* WORK TO COMPLETE:
As the answer, give a copy of each line below that includes the word "then".

* INFORMATION PROVIDED:
______

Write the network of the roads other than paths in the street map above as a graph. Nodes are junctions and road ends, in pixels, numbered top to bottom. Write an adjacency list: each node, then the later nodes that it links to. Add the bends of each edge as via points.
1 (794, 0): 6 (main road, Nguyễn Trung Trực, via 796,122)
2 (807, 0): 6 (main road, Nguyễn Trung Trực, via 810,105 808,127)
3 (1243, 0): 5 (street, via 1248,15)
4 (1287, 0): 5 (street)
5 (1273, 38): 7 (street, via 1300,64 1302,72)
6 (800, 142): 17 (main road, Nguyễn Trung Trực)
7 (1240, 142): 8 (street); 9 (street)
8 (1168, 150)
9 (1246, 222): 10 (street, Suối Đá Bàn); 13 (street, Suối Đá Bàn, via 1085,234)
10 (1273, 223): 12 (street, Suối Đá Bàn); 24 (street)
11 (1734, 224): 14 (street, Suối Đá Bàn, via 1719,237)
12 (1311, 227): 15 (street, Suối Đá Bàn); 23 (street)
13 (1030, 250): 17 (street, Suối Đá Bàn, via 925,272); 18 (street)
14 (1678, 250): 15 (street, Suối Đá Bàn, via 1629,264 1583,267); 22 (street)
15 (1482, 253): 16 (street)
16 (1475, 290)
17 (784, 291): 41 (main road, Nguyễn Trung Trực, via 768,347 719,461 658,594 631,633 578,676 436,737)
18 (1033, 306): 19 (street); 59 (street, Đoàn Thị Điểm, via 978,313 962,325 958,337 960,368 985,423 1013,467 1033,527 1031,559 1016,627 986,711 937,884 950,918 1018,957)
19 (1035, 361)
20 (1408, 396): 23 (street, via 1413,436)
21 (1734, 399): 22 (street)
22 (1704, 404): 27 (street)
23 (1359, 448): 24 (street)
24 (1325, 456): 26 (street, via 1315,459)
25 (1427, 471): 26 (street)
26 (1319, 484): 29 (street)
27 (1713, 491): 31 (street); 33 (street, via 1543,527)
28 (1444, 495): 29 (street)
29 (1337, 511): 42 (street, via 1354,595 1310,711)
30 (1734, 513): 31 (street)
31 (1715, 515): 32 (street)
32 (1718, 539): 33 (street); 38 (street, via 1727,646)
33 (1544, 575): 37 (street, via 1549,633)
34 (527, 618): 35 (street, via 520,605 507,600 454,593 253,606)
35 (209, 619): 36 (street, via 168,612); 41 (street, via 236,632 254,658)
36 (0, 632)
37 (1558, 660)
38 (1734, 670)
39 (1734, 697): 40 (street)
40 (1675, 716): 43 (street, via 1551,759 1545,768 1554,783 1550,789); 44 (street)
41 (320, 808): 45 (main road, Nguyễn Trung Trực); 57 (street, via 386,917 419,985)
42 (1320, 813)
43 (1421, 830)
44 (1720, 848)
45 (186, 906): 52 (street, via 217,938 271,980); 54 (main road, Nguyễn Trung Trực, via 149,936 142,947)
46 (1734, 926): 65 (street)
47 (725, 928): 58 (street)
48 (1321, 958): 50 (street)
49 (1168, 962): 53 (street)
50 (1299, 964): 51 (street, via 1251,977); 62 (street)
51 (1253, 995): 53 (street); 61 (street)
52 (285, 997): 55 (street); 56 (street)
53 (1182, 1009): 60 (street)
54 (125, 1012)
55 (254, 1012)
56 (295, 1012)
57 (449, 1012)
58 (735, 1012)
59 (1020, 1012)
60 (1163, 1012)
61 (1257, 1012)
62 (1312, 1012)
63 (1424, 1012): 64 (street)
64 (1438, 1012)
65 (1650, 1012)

______

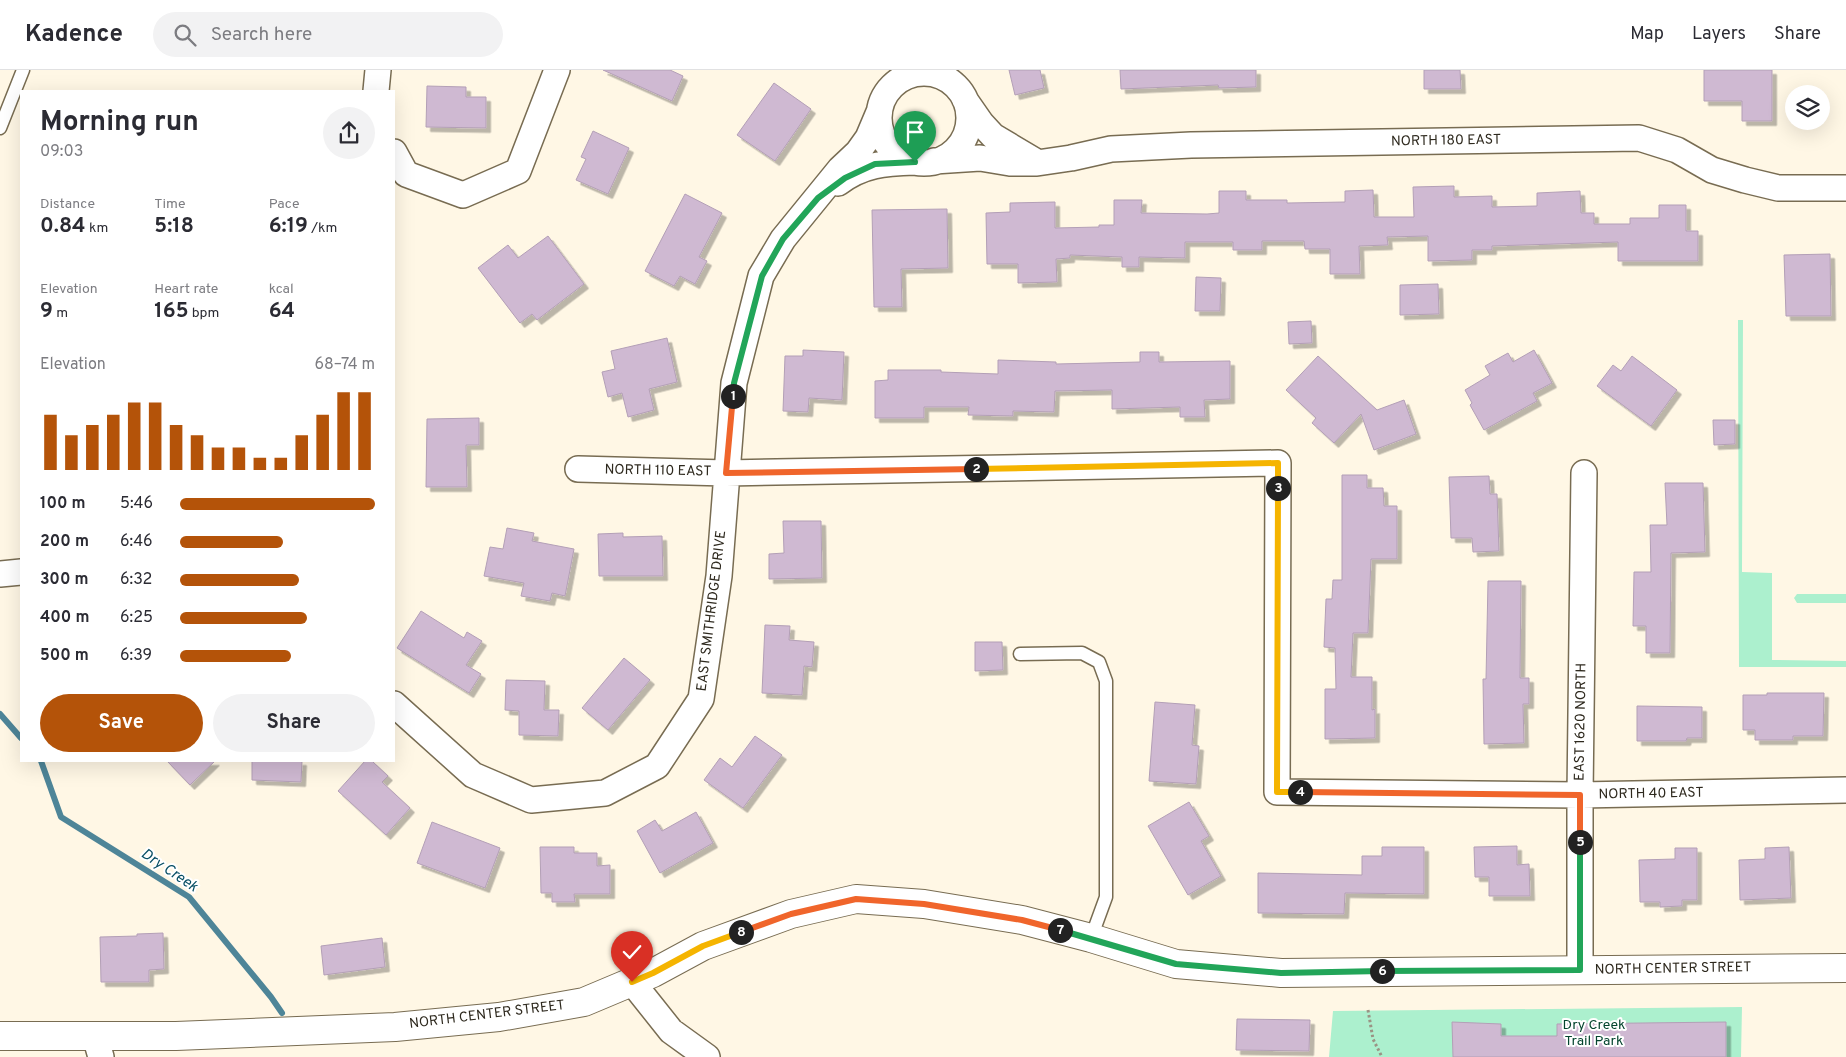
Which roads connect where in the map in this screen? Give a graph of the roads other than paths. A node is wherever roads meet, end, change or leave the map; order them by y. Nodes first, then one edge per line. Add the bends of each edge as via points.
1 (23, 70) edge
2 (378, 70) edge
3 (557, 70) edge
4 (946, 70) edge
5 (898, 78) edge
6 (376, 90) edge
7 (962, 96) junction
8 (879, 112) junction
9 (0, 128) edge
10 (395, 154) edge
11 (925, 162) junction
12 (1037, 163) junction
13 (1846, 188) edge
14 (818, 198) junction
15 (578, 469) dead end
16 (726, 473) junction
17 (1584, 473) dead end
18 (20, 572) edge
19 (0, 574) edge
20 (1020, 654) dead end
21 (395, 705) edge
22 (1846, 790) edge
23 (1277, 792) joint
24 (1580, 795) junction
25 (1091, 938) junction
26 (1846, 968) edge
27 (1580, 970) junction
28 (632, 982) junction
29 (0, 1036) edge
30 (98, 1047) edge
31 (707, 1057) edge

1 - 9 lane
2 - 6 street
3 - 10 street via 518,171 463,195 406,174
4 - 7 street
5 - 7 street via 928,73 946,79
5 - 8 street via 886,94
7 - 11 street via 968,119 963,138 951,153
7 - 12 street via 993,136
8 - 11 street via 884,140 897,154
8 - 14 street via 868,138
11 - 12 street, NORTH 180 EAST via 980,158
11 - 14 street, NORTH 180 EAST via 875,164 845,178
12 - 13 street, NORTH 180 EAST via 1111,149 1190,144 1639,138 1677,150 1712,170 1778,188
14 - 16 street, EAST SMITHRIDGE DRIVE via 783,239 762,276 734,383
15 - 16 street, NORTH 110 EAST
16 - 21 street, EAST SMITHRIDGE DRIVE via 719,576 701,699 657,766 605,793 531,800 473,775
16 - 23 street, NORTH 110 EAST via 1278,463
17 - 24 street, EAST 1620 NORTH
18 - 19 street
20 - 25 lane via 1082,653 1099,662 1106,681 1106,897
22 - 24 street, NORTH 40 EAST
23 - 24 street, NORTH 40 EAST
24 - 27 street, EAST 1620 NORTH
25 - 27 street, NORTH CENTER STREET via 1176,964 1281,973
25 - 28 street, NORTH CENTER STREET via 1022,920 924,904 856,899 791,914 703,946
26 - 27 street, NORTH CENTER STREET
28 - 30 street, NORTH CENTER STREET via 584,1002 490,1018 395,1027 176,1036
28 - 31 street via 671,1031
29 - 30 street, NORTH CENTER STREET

______

* SOLUTION TO THIS PROBLEM:
Write the network of the roads other than paths in the street map above as a graph. Nodes are junctions and road ends, in pixels, numbered top to bottom. Write an adjacency list: each node, then the later nodes that it links to. Add the bends of each edge as via points.
Which roads connect where in the map in this screen? Give a graph of the roads other than paths. A node is wherever roads meet, end, change or leave the map; order them by y. Nodes first, then one edge per line. Add the bends of each edge as via points.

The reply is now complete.